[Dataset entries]
○ ○ ○ ○

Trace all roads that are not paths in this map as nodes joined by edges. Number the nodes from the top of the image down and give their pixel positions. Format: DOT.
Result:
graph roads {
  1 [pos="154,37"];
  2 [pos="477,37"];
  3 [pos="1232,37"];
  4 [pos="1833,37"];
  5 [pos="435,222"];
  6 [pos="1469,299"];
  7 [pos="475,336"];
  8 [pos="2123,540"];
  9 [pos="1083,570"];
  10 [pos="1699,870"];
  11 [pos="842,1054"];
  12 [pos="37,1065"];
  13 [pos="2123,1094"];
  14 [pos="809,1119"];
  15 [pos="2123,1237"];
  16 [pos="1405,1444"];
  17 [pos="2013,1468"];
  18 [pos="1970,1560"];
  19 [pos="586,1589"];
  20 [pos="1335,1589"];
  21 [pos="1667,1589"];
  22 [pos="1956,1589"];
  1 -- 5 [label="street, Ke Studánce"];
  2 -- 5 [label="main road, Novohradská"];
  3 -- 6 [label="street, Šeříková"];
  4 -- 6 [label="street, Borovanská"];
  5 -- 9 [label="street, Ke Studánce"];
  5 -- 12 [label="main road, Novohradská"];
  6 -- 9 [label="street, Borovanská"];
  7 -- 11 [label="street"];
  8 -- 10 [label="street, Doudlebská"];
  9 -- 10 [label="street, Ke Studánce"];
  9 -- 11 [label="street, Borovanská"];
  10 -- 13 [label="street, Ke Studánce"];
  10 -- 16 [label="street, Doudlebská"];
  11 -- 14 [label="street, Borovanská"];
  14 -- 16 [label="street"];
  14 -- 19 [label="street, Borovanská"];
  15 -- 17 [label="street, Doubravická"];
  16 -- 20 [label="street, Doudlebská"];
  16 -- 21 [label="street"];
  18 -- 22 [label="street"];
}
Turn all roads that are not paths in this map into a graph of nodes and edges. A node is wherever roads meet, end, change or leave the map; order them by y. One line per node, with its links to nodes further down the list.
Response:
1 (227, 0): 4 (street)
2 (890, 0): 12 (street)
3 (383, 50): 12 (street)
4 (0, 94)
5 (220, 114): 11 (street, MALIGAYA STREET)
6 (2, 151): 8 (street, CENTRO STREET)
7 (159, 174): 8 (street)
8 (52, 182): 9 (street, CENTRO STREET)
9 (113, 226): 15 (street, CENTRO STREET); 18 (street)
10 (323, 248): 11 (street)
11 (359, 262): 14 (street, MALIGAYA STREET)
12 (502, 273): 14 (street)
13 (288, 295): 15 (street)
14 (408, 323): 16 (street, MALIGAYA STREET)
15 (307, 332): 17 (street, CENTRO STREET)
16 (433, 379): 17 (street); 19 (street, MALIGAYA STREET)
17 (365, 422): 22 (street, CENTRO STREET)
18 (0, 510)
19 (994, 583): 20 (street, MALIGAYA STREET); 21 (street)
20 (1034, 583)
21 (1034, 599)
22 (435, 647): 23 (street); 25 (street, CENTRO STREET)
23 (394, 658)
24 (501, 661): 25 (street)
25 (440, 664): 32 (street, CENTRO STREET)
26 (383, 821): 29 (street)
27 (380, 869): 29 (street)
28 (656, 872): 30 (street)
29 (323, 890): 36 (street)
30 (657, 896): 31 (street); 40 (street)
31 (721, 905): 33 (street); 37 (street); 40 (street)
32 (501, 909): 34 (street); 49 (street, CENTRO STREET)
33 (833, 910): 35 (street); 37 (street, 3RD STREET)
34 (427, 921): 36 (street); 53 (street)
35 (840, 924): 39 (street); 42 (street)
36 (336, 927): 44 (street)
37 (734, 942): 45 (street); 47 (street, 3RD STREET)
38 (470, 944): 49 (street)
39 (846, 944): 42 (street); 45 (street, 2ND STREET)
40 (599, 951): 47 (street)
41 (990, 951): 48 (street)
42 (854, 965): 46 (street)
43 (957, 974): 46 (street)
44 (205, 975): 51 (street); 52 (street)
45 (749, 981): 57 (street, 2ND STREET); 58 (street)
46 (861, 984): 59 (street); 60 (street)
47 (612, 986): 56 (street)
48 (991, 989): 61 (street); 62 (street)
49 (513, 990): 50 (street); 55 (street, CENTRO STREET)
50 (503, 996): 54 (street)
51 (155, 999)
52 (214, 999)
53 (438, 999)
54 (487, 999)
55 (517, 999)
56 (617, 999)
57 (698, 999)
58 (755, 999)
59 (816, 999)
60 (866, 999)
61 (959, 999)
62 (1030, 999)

○ ○ ○ ○

Exercise directions
What is wanted is every line from the first line of the entries through the line that contains "Turn all roads", given again exactly.

Answer to the problem
Trace all roads that are not paths in this map as nodes joined by edges. Number the nodes from the top of the image down and give their pixel positions. Format: DOT.
Result:
graph roads {
  1 [pos="154,37"];
  2 [pos="477,37"];
  3 [pos="1232,37"];
  4 [pos="1833,37"];
  5 [pos="435,222"];
  6 [pos="1469,299"];
  7 [pos="475,336"];
  8 [pos="2123,540"];
  9 [pos="1083,570"];
  10 [pos="1699,870"];
  11 [pos="842,1054"];
  12 [pos="37,1065"];
  13 [pos="2123,1094"];
  14 [pos="809,1119"];
  15 [pos="2123,1237"];
  16 [pos="1405,1444"];
  17 [pos="2013,1468"];
  18 [pos="1970,1560"];
  19 [pos="586,1589"];
  20 [pos="1335,1589"];
  21 [pos="1667,1589"];
  22 [pos="1956,1589"];
  1 -- 5 [label="street, Ke Studánce"];
  2 -- 5 [label="main road, Novohradská"];
  3 -- 6 [label="street, Šeříková"];
  4 -- 6 [label="street, Borovanská"];
  5 -- 9 [label="street, Ke Studánce"];
  5 -- 12 [label="main road, Novohradská"];
  6 -- 9 [label="street, Borovanská"];
  7 -- 11 [label="street"];
  8 -- 10 [label="street, Doudlebská"];
  9 -- 10 [label="street, Ke Studánce"];
  9 -- 11 [label="street, Borovanská"];
  10 -- 13 [label="street, Ke Studánce"];
  10 -- 16 [label="street, Doudlebská"];
  11 -- 14 [label="street, Borovanská"];
  14 -- 16 [label="street"];
  14 -- 19 [label="street, Borovanská"];
  15 -- 17 [label="street, Doubravická"];
  16 -- 20 [label="street, Doudlebská"];
  16 -- 21 [label="street"];
  18 -- 22 [label="street"];
}
Turn all roads that are not paths in this map into a graph of nodes and edges. A node is wherever roads meet, end, change or leave the map; order them by y. One line per node, with its links to nodes further down the list.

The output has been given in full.